Teachable Moments with Snowshoes


Coyote Ridge Elementary

Have you ever had the idea of taking your kids out on a outdoor adventure and then be faced with the statements of “I’m bored, it’s too cold, I don’t want to do this anymore!” Now imagine taking 600 potential statements with elementary students ages 6-11 into the cold, snowy playground. Yet, taking on that challenge and guiding a snowshoe hike with character and focus turned out to be one of the best experiences I have ever had. So here are some tips on how to successfully prepare kids for the challenge of snowshoeing.

First begin with responsibility. Explain to kids that to be a responsible person means to be able to solve your own problems. With a few safety precautions to watch out for the spikes on the bottom and a hint on how to tighten and loosen the fit, kids can show their resilience in amazing ways. Every kid from kindergarten to 5th grade was able to put on their own snowshoes with a little encouragement and direction. This became critical also if the snowshoe fell off, so kids could fix it themselves and answer the question, “so what do you think we could do to make sure it stays on?” “I’m going to tighten it up!” one boy exclaimed. This provides a perfect opportunity to recognize the skill of perseverance. Even when your snowshoe fell off, you didn’t give up, wow!


We trekked down the soccer field, alongside the creek, and even jumped over the imaginary crevasses! Then finally finished by climbing the giant snow mountain of Mount Coyote, which may have been man made with a snowplow, but for us was the true definition of pride. At the end it was a 2 mile hike around the school grounds that provided a lot of smiles and even some “this is the best day ever!”

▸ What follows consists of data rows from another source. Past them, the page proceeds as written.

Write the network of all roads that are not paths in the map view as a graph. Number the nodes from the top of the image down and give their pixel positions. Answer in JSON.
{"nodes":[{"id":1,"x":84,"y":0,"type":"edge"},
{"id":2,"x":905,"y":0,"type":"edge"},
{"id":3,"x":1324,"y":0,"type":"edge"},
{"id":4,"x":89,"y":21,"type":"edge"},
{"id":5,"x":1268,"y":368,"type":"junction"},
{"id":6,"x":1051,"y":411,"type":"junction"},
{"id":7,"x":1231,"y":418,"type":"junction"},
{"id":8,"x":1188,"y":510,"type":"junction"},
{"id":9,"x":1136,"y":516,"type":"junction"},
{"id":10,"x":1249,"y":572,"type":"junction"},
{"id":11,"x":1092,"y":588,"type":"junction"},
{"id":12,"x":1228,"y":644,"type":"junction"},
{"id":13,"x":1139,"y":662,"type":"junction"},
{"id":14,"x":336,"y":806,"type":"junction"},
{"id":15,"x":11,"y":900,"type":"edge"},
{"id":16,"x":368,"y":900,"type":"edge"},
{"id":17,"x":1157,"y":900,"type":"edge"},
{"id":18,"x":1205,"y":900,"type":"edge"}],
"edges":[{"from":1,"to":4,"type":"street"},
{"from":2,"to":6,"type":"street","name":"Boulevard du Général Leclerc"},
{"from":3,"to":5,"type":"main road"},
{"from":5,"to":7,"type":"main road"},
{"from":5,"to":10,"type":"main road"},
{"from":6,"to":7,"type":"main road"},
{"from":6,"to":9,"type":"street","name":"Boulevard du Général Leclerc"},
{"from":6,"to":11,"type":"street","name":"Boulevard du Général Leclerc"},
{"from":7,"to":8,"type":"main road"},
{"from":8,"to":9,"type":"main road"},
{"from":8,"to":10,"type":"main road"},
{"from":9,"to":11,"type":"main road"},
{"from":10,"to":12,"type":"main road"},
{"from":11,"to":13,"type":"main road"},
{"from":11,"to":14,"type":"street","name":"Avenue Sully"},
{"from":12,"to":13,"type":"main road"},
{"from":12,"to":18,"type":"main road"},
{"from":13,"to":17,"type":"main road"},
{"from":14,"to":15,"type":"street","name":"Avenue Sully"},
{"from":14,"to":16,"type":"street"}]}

As we took the snowshoes off and headed back inside it was time to reflect on what we had just achieved, but it also was a great time to see what our character trip could also turn into.

If you haven’t heard the name Kyle Maynard, it’s time to meet a man that provides a true example of courage, responsibility and perseverance that we all strive to be. Born without arms and legs Kyle was the first and currently only person in the world to climb Mount Kilimanjaro. He has a short documentary of his story on ESPN that I show the kids to see what a person’s attitude can accomplish.

As a child Kyle’s father taught him “you are going to have to figure things out,” and would place things in front of him provide an opportunity of solving your own problems. Hit the pause button. “Did anyone here have something placed in front of them and figure out on their own?” I ask. Students hands fly up and chime “snowshoes!” all at once!

As Kyle struggles up the 19,341 mountain, he is challenged with constant falls, slips and just pure exhaustion. To which he explains, I just think ‘never give into excuses.’ Pause. “Is there anyone here who didn’t give up when they got tired or their snowshoe fell off?” Again the hands shoot up, and answer “perseverance…never give up!”


I won’t give away the ending, but as the story ended and kids watch in amazement and awe. I ask one last question to them. “What do you have in common with Kyle? Your body may be very different but what do you think is similar?” The answers kids gave could make a grown man cry. “A heart, a mind, being positive, try your best, attitude.” I nod with every answer and point out that they also posses courage. The ability to try something new, something they haven’t done before. When you have courage then you’re looking for challenges and eager to accomplish anything. We had the kids then repeat Kyles opening remarks and say “I don’t give up easily on things.” Then asking, “What if you woke up every morning and that’s what you said as you got out of bed? Wouldn’t that start your day of great, with hope, courage, responsibility and perseverance already going through your mind? And with that attitude think of all the things you could accomplish. Wow!” I said.

There are magical moments in teaching and with what the kids learned that day was definitely a lot of fun memorable experiences, but they also learned how to live.